Task description - Your answer must be an exact repetition of every record.

Data to process -
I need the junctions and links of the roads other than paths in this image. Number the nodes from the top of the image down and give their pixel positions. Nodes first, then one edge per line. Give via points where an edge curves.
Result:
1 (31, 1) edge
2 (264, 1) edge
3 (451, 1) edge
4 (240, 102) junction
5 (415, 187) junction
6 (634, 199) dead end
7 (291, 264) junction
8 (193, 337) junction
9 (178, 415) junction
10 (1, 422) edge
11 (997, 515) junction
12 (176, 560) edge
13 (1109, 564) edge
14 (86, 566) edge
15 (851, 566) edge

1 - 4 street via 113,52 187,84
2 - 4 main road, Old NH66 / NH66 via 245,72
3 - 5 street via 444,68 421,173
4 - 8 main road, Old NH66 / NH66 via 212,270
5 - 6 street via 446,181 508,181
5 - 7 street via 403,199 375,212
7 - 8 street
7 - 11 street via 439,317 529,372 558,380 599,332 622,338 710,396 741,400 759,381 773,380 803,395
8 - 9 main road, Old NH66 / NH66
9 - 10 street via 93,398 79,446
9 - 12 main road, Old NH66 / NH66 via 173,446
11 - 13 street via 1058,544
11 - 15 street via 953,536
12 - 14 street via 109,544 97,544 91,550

Exercise response -
I need the junctions and links of the roads other than paths in this image. Number the nodes from the top of the image down and give their pixel positions. Nodes first, then one edge per line. Give via points where an edge curves.
Result:
1 (31, 1) edge
2 (264, 1) edge
3 (451, 1) edge
4 (240, 102) junction
5 (415, 187) junction
6 (634, 199) dead end
7 (291, 264) junction
8 (193, 337) junction
9 (178, 415) junction
10 (1, 422) edge
11 (997, 515) junction
12 (176, 560) edge
13 (1109, 564) edge
14 (86, 566) edge
15 (851, 566) edge

1 - 4 street via 113,52 187,84
2 - 4 main road, Old NH66 / NH66 via 245,72
3 - 5 street via 444,68 421,173
4 - 8 main road, Old NH66 / NH66 via 212,270
5 - 6 street via 446,181 508,181
5 - 7 street via 403,199 375,212
7 - 8 street
7 - 11 street via 439,317 529,372 558,380 599,332 622,338 710,396 741,400 759,381 773,380 803,395
8 - 9 main road, Old NH66 / NH66
9 - 10 street via 93,398 79,446
9 - 12 main road, Old NH66 / NH66 via 173,446
11 - 13 street via 1058,544
11 - 15 street via 953,536
12 - 14 street via 109,544 97,544 91,550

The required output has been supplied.